An anxiety attack is exhausting. I usually feel like that and kinda' beat up too. Keep practicing the breathing exercises, like everything it just take some time and persistence. And, of course, it's Murphy's law that these things always happen at the worse times. Had one in a crowded elevator once. Couldn't avoid the elevator. I just sometimes tell myself; 'I'm not going to die', although sometimes it feels like that. Total loss of control, perhaps that's what's so scary for me. Hang in there Bro.
 
I remember getting depakote for anxiety and the shit made me want to jump off a bridge 4hrs after taking it. Good lord that shit was terrible. It was a whole different kind of crazy after taking that shit. So I quit it right then and there. Currently I take a half of olanzipine and the occasional ambien to sleep. The olanzipine works wonders for me and acts fast if I am in a tight spot. Also no nightmares or sweats.

I hope you get a handle on it brother.
 
Thanks. The breathing exercises are working. I just need to practice I guess. The damn things are happening at very bad times. Usually when I'm working or driving. Then afterwards I'm exhausted. Like I ran a marathon..

I jokingly call my panic attacks "The lazy man's exercise routine".

Heart rate 120+ for more than 20 minutes? Check.
Muscles in constant motion? Check
(hey, I don't even have to try! Just sit here and off they go on their own. Outstanding.)
Sweating? Check.
Breathing hard? Check.

I tried to inform my body that I'd rather be having sex, running a damn marathon, or you know...anything else... But my body is apparently UBER lazy. No, no, no. It informed me. This chair here (in front of MIL, Boss, Girl Scouts at the door, oncoming traffic in a stick shift, what have you) works just fine. Just sit back, relax, and watch us freak the f*ck out.

Apparently it's mostly cardiovascular. Because as a weightless routine, it totally sucks.
 
You could be on to something there Friday!
I take Atenolol at night to slow my heart down. Instead of a whir to individually heard beats :)
Muscles tensed? Outstanding, it's a blimmin workout.
That's the way to think about it.
 
The tough part in all of this is that the condition feeds on itself. The tension, anxiety and hyper-vigalence cause chemical changes that push the cognatiive process aside. The chemical changes cause more tension, anxiety and so on and so on.

Breaking the cycle is a real bitch.

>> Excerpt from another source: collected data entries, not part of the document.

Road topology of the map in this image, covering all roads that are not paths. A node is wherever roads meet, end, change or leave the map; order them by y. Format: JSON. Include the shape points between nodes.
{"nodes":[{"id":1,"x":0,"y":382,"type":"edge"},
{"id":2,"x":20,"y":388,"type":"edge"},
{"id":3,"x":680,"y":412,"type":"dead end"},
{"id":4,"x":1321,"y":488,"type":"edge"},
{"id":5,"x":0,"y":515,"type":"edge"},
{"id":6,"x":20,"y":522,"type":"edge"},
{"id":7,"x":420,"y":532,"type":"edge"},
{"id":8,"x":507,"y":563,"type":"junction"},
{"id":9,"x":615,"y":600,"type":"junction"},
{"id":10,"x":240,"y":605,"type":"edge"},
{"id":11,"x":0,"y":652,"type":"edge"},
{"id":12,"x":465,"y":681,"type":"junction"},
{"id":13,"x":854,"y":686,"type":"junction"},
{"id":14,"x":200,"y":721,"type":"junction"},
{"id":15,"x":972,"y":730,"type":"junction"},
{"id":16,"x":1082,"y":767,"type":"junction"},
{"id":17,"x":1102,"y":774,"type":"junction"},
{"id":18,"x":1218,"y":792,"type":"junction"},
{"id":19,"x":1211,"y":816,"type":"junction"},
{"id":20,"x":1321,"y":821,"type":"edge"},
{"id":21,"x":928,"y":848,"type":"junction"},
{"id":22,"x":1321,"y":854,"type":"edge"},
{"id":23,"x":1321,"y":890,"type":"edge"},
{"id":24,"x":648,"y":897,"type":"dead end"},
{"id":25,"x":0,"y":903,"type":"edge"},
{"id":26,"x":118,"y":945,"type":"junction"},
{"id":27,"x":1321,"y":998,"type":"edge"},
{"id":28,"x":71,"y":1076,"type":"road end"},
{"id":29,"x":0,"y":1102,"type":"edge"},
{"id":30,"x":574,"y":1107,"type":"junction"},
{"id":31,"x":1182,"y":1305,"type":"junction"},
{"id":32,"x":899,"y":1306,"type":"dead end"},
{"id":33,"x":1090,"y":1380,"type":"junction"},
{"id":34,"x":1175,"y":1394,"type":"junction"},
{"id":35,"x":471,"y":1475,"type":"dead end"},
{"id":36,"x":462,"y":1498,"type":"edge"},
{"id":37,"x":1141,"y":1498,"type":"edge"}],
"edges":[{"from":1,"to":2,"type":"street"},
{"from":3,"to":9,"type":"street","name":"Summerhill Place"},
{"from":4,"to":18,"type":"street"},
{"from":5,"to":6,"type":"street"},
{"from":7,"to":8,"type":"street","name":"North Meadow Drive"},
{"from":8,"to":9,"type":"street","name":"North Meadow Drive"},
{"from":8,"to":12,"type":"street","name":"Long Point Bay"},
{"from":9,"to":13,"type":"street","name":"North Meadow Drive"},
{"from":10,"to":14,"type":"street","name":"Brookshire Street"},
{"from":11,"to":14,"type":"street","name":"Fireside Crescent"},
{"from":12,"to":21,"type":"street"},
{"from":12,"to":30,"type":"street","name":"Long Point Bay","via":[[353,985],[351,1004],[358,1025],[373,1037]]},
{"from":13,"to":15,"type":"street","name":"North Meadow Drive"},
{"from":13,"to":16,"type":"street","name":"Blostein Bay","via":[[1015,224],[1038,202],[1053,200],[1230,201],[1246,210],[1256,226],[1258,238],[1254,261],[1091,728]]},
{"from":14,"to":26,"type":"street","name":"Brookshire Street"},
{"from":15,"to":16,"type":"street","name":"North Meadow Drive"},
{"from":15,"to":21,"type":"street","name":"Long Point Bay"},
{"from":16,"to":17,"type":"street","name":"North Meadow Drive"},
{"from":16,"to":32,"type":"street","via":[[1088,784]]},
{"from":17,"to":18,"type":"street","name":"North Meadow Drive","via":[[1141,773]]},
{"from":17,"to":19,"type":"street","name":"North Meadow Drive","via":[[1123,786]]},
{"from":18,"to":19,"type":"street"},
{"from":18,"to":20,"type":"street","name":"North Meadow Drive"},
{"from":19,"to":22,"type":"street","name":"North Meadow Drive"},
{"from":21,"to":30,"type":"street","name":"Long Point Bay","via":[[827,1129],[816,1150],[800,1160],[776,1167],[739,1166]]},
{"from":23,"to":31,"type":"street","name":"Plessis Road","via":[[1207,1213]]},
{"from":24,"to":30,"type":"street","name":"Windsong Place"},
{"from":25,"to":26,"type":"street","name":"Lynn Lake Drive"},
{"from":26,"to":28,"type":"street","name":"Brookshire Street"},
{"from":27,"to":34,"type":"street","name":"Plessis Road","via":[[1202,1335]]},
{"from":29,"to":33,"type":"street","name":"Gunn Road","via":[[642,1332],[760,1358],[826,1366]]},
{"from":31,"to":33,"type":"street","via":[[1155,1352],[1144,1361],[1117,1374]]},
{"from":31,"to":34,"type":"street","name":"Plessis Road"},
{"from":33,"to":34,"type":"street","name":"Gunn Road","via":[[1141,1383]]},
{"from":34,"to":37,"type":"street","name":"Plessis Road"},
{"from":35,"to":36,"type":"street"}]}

Meditation, excersice, cagnative reasoning, meds., trigger recognition and much more can help a great deal. But, ya can't meditate traveling 70 mph on the freeway.

But, ya can take the first exit and find a safe place to pull over. You can tell those around you that you need time to sort things out. You can leave the mall or theater, and find a better place. And yes, you can tell your boss you'll get back to business as soon as you can. But, right now they'll have to depend on someone else.

Can those actions cause more problems? DAMN RIGHT THEY CAN. But, continuing to fight without breaking that cycle will only make things worse. It took me years to admit that the civilian world held lots of traps that I had to avoid. I quit a high paying job, got away from coaching, and left politics behind because my life style was killing me. Until I made those changes I had no chance to deal with the baggage I picked up in the killing fields.